Desde que começou a se interessar pelo acervo do Dops-PE, a pesquisadora e produtora Clarice Hoffman passou a achar histórias e relatos impressionantes sobre um Recife pouco lembrado, situado entre os anos entre 1930 e 1950. Neste sábado (16), a partir das 16h, no Museu da Cidade do Recife, ela explica um pouco a origem e o objetivo do site-acervo do projeto Obscuro Fichário dos Artistas Mundanos (obscurofichario.com.br), que revive esses documentos gerados pela paranoia política e burocrática do período do Estado Novo e além. No encontro, Clarice vai falar um pouco da convocatória para artistas que queiram criar novas obras através desse acervo do Dops-PE. Serão entre três e cinco trabalhos escolhidos, que podem ser agraciados com valores entre R$ 5 mil e R$ 10 mil.

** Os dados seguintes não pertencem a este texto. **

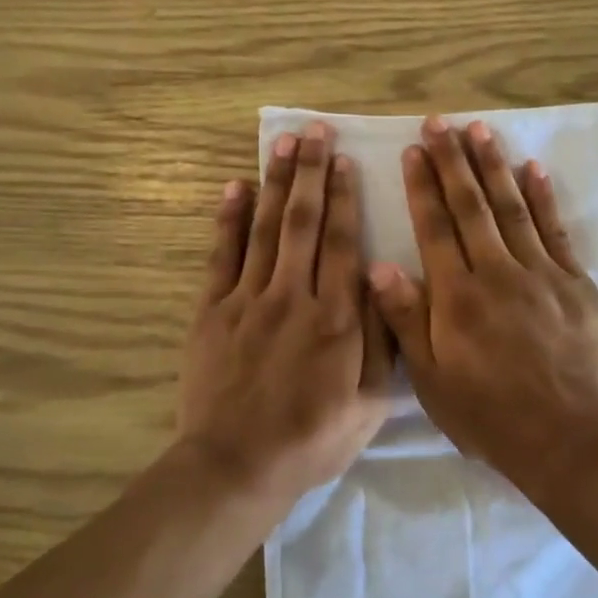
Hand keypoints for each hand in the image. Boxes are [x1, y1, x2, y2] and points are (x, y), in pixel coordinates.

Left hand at [177, 123, 391, 508]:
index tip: (344, 161)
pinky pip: (221, 255)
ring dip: (274, 183)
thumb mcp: (370, 404)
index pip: (344, 244)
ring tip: (281, 143)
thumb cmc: (313, 439)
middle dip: (310, 173)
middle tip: (314, 132)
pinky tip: (234, 188)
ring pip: (264, 229)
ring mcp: (248, 300)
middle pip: (304, 223)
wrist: (237, 465)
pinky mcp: (212, 312)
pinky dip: (228, 219)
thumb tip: (386, 285)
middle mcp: (294, 297)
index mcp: (337, 319)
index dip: (345, 198)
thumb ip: (382, 342)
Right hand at [368, 116, 597, 478]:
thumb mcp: (430, 378)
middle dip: (453, 162)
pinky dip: (543, 198)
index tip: (413, 151)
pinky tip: (532, 169)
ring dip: (493, 167)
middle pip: (471, 207)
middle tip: (440, 123)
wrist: (563, 436)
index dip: (422, 187)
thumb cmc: (487, 413)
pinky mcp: (574, 283)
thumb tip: (378, 265)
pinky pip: (555, 231)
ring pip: (511, 208)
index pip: (435, 228)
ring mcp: (540, 273)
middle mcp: (496, 272)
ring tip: (480, 130)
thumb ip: (406, 319)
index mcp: (456, 296)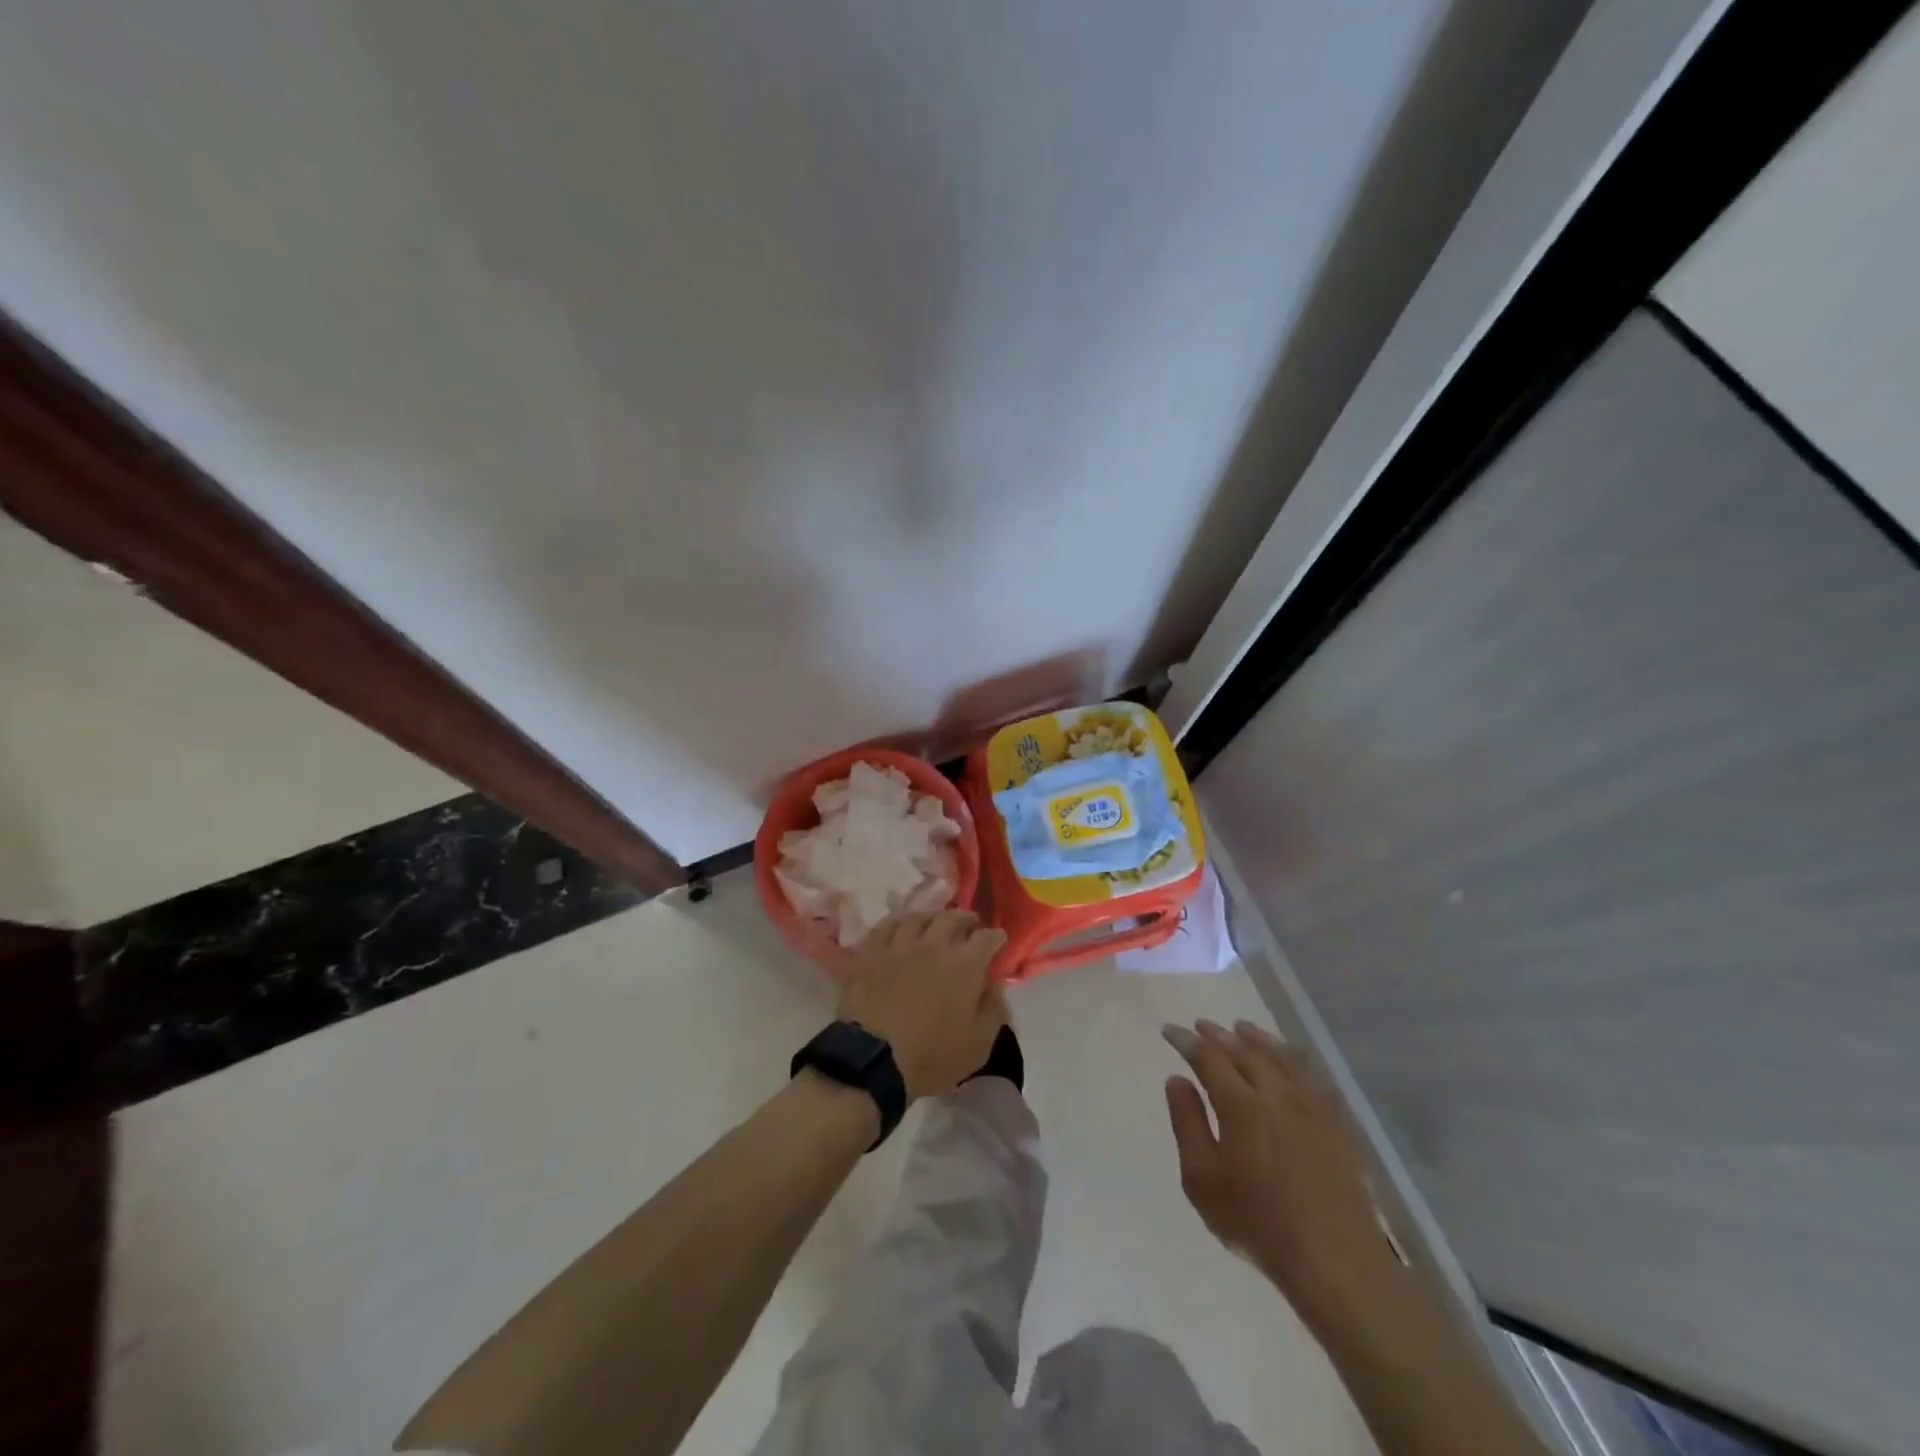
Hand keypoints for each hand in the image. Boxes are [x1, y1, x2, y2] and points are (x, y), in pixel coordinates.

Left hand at [838, 911, 1007, 1099]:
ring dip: (931, 917)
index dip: (996, 937)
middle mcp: (933, 945)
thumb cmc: (931, 1057)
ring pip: (917, 917)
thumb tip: (994, 986)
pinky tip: (899, 928)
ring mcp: (898, 945)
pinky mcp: (870, 952)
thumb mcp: (978, 1045)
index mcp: (964, 966)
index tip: (998, 940)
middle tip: (969, 924)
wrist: (872, 1060)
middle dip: (965, 919)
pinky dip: (897, 923)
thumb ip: (993, 1010)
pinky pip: (885, 926)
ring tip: (934, 923)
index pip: (987, 938)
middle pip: (952, 918)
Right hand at [1163, 1019, 1402, 1334]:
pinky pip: (1314, 1078)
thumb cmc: (1258, 1223)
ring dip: (1259, 1039)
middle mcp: (1277, 1094)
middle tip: (1203, 1025)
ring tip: (1243, 1029)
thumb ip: (1187, 1124)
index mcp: (1240, 1105)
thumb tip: (1176, 1079)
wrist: (1337, 1262)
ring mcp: (1313, 1107)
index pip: (1208, 1058)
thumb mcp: (1202, 1180)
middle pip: (1246, 1051)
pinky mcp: (1340, 1125)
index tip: (1170, 1030)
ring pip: (1283, 1057)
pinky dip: (1296, 1060)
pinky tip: (1291, 1063)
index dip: (1187, 1041)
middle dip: (1220, 1035)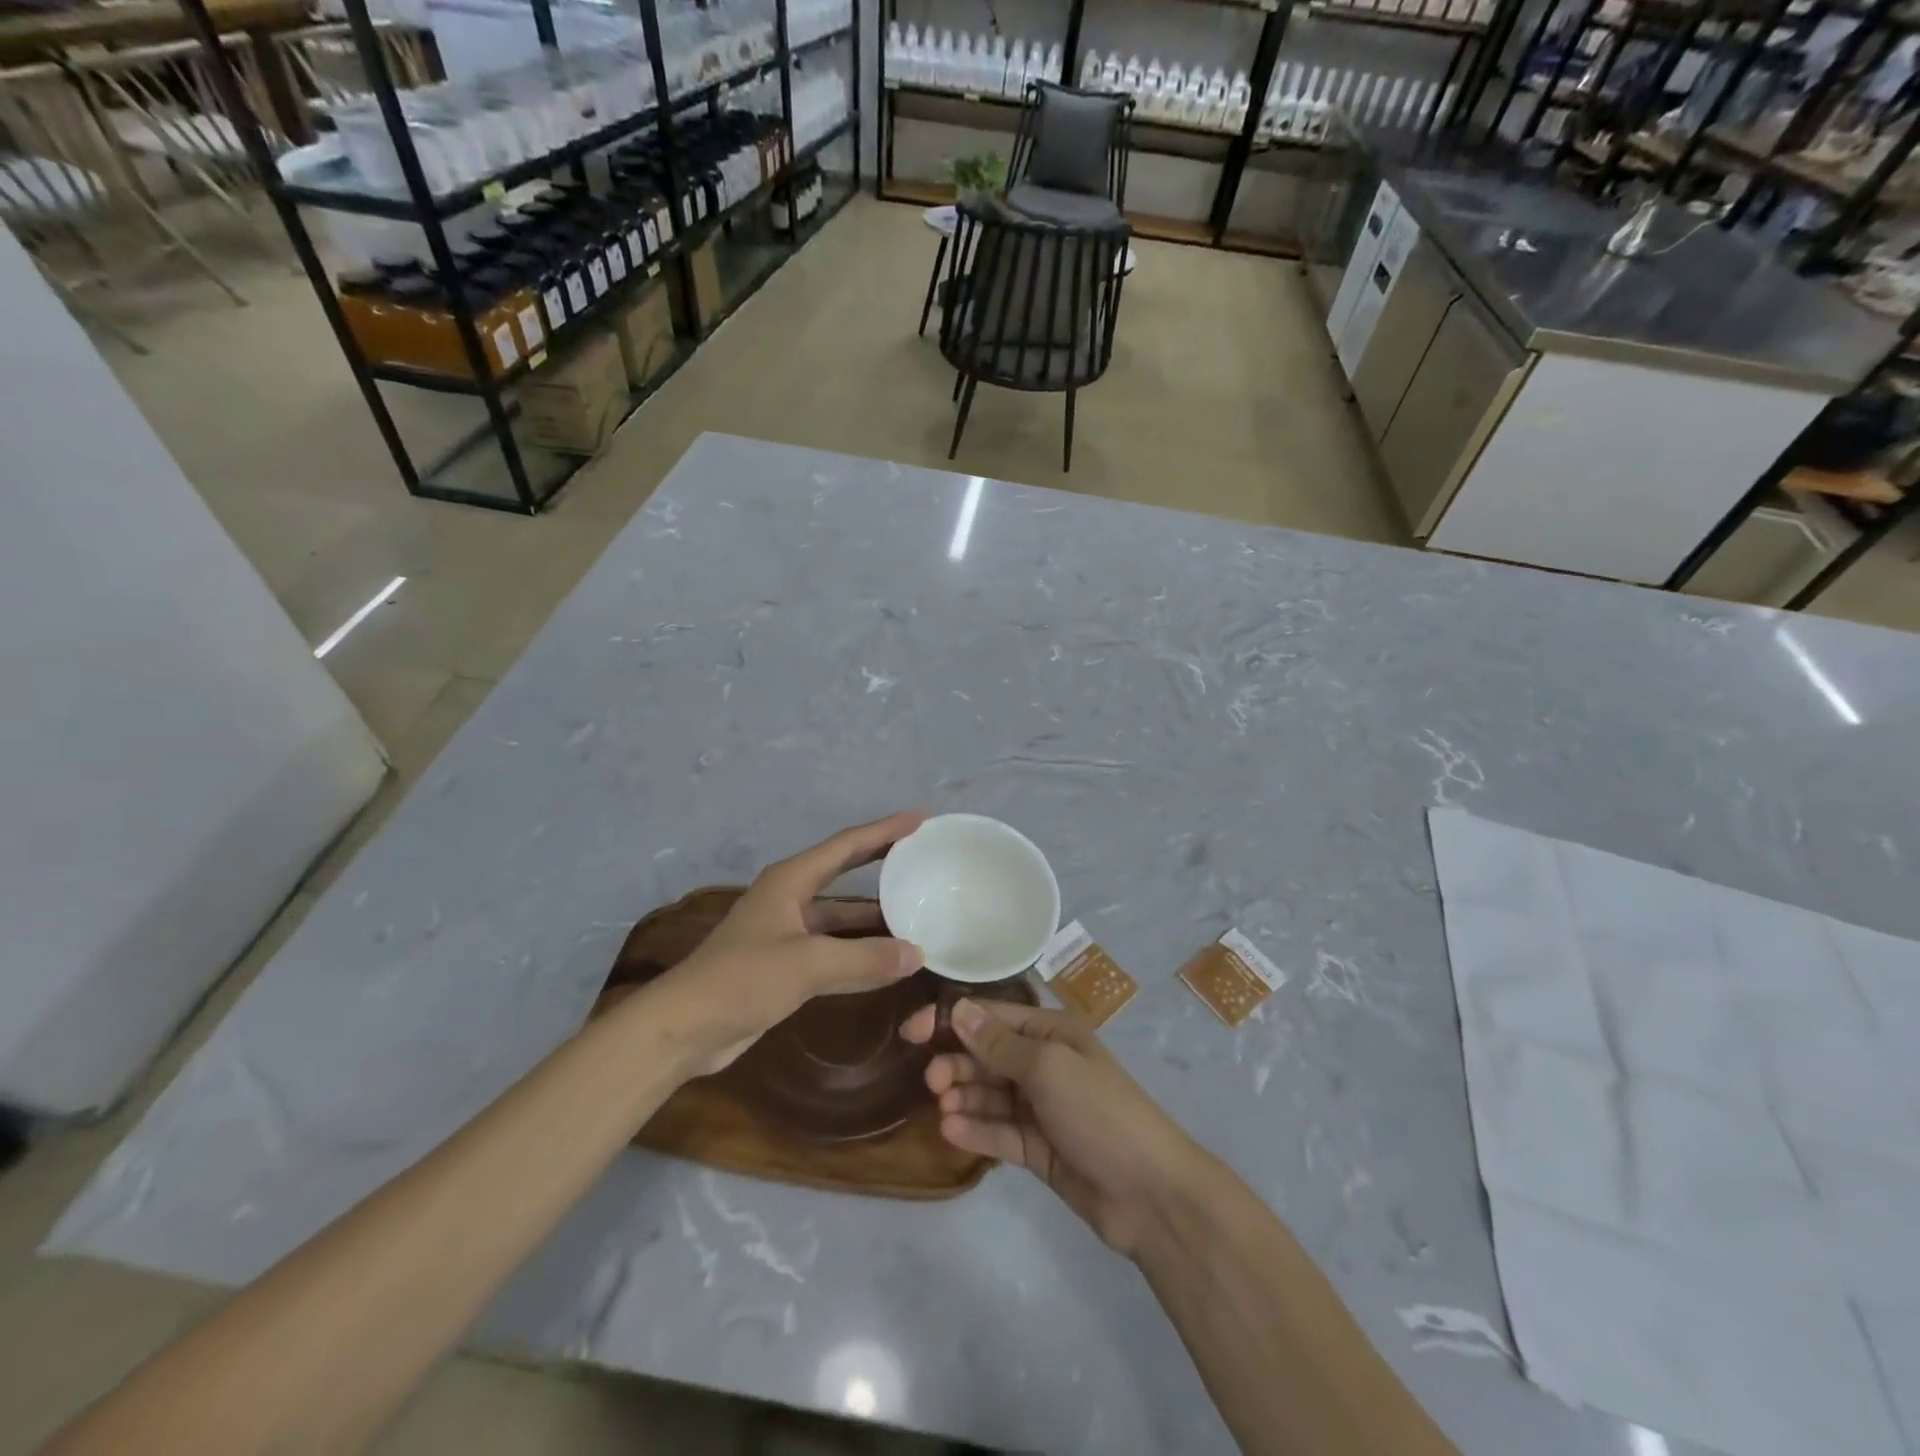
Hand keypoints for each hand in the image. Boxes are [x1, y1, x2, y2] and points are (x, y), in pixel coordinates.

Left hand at [656, 812, 926, 1073]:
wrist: (684, 1028)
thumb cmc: (741, 980)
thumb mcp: (807, 964)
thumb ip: (864, 959)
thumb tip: (917, 954)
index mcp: (790, 881)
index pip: (846, 846)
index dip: (883, 830)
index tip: (919, 819)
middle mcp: (790, 898)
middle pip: (844, 871)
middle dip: (880, 861)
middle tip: (920, 853)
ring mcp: (787, 931)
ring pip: (840, 914)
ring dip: (873, 913)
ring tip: (915, 907)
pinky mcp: (786, 964)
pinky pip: (834, 947)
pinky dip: (860, 949)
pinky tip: (887, 958)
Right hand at [900, 998, 1202, 1256]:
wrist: (1149, 1192)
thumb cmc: (1099, 1111)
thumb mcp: (1048, 1067)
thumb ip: (999, 1044)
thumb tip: (959, 1011)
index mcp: (1052, 1033)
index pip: (993, 1017)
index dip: (953, 1021)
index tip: (913, 1032)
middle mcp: (1044, 1064)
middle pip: (988, 1056)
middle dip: (958, 1063)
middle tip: (932, 1082)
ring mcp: (1041, 1108)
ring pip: (990, 1095)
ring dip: (964, 1097)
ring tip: (944, 1108)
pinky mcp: (1037, 1148)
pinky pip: (999, 1132)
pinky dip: (977, 1130)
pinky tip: (953, 1132)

O acervo é um velho conhecido dela. Há mais de dez anos, precisou ir atrás de documentos que estariam no Dops-PE e soube desses fichamentos, que focavam suas suspeitas especialmente em mulheres, artistas e estrangeiros. As 403 fichas encontradas, então, eram secretas por lei, mas Clarice já achava que elas eram valiosas: imaginava até encontrar algum registro da sua avó, que teria sido fichada pela polícia do varguismo. Só a partir de 2012, quando entrou em vigor a Lei de Acesso à Informação, ela pôde pensar em criar um projeto a partir desses documentos valiosos.

“Ao sistematizar as fichas, notei que elas formavam um acervo das artes e da diversão no Recife entre 1934 e 1958, uma parte muito pouco conhecida – ou, melhor, muito pouco lembrada. Eu imaginava, por exemplo, que o centro do Recife tinha sido sempre meio decadente, mas ele era um espaço de muito luxo”, explica Clarice. “No relatórios de campana, quando alguém era seguido e vigiado, você termina tendo uma descrição da cidade que é incrível.”

O mais interessante é que, ao mirar os artistas (acrobatas, músicos, dançarinos), os estrangeiros e as mulheres (60% das fichas são sobre elas), o Dops-PE mostra o que o poder estranhava. “É um fichário feito de uma forma obscura, daí vem nome. Você nota o clima de controle da polícia. Hoje a gente vê que aquele registro mostra quem se confrontava com o poder, quem questionava os padrões de comportamento”, analisa Clarice.

Como alerta o professor Durval Muniz de Albuquerque Júnior, um acervo como esse “nos permite visualizar que corpos e que espaços, que nomes e que práticas, que discursos e que ideias metiam medo, causavam suspeitas entre aqueles que compunham as elites econômica, política e intelectual de cada período”. Além disso, o Obscuro Fichário permite criar cartografias do Recife distinguem das visões hegemônicas, como o Guia Prático, Histórico e Sentimental da Cidade do Recife, de Gilberto Freyre – é por isso que existem vários mapas, que mostram o roteiro das delícias, da paranoia, das artes e do nomadismo. Em alguns casos, a história oficial e os documentos obscuros se entrecruzam, como no caso da bailarina Mamah Felicie Abou, que também participou do 1º Congresso Afro-Brasileiro, organizado por Freyre.